[Material shown Boundary: Start]

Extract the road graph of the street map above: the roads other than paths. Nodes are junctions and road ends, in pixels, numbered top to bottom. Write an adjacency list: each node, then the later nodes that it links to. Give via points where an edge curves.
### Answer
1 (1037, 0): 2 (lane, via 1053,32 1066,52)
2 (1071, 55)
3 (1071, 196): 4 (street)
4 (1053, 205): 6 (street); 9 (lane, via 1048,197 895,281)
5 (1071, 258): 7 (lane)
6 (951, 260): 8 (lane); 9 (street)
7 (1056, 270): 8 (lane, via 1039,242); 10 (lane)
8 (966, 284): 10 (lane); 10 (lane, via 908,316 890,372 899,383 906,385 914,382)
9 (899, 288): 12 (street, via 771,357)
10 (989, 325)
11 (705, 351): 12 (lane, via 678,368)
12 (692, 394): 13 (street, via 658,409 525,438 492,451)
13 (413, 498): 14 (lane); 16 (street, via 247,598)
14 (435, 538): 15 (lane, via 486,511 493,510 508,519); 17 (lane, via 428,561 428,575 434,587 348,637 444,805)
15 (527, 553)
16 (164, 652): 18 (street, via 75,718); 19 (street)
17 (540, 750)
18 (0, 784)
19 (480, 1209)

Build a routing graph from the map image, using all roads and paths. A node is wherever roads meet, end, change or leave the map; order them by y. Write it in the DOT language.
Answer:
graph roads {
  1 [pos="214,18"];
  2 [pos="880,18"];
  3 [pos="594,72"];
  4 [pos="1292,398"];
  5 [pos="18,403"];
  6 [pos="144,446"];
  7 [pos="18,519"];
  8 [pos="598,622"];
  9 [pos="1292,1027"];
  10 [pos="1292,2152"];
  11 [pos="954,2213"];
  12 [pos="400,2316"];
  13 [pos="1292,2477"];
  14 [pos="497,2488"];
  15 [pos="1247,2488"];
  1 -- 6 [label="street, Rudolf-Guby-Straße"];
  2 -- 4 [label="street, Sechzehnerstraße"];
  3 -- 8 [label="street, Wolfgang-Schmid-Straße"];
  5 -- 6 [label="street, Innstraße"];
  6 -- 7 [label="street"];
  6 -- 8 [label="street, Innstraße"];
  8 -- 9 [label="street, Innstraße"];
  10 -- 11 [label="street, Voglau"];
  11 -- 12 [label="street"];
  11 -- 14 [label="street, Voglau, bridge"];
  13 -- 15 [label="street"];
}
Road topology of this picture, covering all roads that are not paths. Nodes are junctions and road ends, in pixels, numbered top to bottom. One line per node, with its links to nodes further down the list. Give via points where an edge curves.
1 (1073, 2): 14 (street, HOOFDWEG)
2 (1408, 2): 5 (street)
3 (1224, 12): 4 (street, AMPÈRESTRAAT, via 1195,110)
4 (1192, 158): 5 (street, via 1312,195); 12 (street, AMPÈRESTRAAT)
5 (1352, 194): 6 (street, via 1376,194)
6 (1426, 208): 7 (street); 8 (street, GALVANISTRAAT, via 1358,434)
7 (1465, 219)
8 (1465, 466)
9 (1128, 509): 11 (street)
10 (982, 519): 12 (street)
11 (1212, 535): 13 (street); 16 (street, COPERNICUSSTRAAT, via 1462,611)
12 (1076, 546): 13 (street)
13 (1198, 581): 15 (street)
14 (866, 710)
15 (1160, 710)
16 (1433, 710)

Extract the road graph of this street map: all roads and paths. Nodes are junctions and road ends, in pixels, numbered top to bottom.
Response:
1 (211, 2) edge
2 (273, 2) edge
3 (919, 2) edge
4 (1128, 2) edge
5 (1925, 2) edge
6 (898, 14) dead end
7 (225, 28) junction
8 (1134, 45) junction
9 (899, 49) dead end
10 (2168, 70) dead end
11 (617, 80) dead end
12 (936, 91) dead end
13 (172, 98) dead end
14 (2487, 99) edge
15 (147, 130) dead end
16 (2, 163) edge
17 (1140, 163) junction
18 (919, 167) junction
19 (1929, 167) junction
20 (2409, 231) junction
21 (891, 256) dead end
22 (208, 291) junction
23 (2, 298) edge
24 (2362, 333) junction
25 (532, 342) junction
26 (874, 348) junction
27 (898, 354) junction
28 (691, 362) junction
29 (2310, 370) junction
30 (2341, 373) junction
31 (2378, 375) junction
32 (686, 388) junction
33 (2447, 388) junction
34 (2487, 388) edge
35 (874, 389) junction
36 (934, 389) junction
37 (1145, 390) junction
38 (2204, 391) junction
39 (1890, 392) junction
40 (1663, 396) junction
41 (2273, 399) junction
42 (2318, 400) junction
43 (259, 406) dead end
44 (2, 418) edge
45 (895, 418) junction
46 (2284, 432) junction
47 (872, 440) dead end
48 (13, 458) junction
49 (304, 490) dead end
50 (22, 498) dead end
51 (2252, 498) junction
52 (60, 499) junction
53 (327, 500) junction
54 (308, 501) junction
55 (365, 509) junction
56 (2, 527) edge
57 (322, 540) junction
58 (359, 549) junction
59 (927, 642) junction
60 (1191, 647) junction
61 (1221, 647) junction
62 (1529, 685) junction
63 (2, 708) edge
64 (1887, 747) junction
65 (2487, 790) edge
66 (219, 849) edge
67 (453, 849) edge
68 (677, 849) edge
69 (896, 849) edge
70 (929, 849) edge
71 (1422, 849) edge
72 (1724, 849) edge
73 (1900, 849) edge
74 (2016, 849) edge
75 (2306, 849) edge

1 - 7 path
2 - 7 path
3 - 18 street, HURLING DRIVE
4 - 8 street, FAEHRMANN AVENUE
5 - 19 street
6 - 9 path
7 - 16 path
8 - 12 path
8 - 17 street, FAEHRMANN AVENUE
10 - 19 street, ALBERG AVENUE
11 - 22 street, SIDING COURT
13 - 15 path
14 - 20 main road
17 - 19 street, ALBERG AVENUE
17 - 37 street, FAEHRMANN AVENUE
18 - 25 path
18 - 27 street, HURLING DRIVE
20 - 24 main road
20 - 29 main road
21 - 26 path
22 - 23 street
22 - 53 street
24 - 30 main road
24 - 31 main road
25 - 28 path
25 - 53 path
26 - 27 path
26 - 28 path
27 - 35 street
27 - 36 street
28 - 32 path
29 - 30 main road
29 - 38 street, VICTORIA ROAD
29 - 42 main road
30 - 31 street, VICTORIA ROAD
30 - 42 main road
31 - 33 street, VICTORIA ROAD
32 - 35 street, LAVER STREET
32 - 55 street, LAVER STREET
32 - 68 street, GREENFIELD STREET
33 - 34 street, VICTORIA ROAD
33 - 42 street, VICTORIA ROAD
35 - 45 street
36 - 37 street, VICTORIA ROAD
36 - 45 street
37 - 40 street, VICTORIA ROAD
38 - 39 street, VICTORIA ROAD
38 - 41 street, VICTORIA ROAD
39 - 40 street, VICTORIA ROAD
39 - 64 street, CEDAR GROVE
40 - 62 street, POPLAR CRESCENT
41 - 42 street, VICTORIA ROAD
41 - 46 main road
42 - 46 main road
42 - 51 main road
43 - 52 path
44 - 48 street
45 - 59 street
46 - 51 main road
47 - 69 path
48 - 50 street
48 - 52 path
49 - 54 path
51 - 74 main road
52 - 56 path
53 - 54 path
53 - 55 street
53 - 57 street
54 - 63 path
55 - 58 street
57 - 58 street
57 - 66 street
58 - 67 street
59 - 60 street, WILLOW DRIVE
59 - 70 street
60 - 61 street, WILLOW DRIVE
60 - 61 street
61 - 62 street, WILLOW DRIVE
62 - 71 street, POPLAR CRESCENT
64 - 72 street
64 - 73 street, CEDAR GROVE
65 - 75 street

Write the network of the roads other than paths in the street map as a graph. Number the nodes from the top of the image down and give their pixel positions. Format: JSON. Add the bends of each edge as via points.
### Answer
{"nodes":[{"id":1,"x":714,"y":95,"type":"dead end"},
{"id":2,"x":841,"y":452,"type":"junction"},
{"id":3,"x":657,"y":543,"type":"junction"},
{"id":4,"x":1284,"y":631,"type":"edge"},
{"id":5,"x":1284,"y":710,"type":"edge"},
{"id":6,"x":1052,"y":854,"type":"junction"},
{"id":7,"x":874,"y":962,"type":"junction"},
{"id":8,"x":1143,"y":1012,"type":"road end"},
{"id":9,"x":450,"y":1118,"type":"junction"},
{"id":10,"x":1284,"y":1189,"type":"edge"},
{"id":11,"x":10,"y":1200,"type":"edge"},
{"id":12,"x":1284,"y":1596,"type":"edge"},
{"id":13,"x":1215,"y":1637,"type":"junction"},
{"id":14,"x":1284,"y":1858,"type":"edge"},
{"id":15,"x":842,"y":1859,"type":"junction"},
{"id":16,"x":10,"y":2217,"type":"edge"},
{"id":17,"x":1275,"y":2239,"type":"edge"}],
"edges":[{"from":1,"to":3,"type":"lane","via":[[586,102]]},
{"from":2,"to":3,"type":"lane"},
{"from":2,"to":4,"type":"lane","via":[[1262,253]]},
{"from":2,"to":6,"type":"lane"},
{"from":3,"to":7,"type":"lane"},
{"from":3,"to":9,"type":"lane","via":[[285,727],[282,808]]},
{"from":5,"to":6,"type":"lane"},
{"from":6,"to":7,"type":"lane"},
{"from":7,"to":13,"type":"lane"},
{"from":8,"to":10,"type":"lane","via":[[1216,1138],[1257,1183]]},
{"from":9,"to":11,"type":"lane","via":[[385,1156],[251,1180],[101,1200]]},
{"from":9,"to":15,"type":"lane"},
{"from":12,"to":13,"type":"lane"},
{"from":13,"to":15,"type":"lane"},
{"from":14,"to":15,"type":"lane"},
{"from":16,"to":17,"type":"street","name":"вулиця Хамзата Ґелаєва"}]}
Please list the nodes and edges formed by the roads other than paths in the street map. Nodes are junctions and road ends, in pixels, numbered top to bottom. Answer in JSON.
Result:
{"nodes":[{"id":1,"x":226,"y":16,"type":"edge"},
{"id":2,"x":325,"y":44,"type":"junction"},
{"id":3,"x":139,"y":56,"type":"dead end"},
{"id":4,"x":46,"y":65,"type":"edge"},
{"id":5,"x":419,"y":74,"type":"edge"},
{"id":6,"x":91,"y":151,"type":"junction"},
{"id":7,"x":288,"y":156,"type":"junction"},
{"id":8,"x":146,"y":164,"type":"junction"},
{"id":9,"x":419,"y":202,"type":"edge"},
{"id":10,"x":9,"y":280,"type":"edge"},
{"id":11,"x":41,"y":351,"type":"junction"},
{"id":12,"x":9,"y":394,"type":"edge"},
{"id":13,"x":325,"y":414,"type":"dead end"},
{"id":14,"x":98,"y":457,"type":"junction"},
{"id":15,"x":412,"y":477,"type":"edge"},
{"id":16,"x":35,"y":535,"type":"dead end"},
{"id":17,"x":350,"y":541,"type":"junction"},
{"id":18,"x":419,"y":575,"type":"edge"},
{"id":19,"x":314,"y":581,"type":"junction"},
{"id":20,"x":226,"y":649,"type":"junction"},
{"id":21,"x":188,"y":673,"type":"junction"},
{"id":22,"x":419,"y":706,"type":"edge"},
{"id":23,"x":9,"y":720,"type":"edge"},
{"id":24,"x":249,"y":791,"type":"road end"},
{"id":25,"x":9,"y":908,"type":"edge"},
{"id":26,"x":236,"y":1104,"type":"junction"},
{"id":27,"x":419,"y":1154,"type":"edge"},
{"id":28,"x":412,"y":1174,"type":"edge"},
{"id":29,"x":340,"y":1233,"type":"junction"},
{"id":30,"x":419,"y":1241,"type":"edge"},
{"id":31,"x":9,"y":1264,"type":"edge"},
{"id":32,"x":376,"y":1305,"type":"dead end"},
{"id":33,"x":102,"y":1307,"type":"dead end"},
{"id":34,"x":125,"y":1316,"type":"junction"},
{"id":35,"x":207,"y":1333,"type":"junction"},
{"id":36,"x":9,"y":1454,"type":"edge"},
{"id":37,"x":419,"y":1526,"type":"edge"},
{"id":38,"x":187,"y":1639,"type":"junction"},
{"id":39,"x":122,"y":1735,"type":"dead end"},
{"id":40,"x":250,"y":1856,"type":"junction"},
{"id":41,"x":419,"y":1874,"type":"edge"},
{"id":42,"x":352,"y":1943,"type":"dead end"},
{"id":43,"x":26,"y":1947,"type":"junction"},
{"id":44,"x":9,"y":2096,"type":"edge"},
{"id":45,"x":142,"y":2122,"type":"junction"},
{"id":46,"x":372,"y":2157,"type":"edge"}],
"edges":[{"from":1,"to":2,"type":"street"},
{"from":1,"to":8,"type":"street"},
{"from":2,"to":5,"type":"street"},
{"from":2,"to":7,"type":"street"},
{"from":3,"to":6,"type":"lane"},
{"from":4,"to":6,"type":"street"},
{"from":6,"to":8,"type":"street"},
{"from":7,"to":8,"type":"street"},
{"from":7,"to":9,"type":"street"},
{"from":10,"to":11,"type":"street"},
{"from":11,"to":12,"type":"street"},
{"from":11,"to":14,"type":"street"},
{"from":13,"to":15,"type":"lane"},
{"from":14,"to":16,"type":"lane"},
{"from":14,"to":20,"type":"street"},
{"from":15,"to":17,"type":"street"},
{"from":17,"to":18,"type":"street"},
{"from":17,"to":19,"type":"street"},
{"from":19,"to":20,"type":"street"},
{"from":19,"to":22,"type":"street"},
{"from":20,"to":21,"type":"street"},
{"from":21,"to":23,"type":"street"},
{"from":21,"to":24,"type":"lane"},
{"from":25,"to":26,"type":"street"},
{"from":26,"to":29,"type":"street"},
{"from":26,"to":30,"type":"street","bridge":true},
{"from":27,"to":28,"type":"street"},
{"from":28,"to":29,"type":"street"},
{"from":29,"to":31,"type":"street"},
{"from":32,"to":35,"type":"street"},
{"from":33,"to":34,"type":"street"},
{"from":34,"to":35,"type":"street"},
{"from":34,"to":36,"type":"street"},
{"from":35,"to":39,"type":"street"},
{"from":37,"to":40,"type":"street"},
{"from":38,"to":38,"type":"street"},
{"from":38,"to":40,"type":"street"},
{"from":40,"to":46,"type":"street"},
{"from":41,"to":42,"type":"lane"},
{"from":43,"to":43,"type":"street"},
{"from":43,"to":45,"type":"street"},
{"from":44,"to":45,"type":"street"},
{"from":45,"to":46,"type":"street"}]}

[Material shown Boundary: End]

§ Aim of the task
Nothing but the lines from the top of the records down to the line with "Build a routing" belongs in the answer; repeat them exactly.

§ Response for this exercise
Extract the road graph of the street map above: the roads other than paths. Nodes are junctions and road ends, in pixels, numbered top to bottom. Write an adjacency list: each node, then the later nodes that it links to. Give via points where an edge curves.
### Answer
1 (1037, 0): 2 (lane, via 1053,32 1066,52)
2 (1071, 55)
3 (1071, 196): 4 (street)
4 (1053, 205): 6 (street); 9 (lane, via 1048,197 895,281)
5 (1071, 258): 7 (lane)
6 (951, 260): 8 (lane); 9 (street)
7 (1056, 270): 8 (lane, via 1039,242); 10 (lane)
8 (966, 284): 10 (lane); 10 (lane, via 908,316 890,372 899,383 906,385 914,382)
9 (899, 288): 12 (street, via 771,357)
10 (989, 325)
11 (705, 351): 12 (lane, via 678,368)
12 (692, 394): 13 (street, via 658,409 525,438 492,451)
13 (413, 498): 14 (lane); 16 (street, via 247,598)
14 (435, 538): 15 (lane, via 486,511 493,510 508,519); 17 (lane, via 428,561 428,575 434,587 348,637 444,805)
15 (527, 553)
16 (164, 652): 18 (street, via 75,718); 19 (street)
17 (540, 750)
18 (0, 784)
19 (480, 1209)

Build a routing graph from the map image, using all roads and paths. A node is wherever roads meet, end, change or leave the map; order them by y. Write it in the DOT language.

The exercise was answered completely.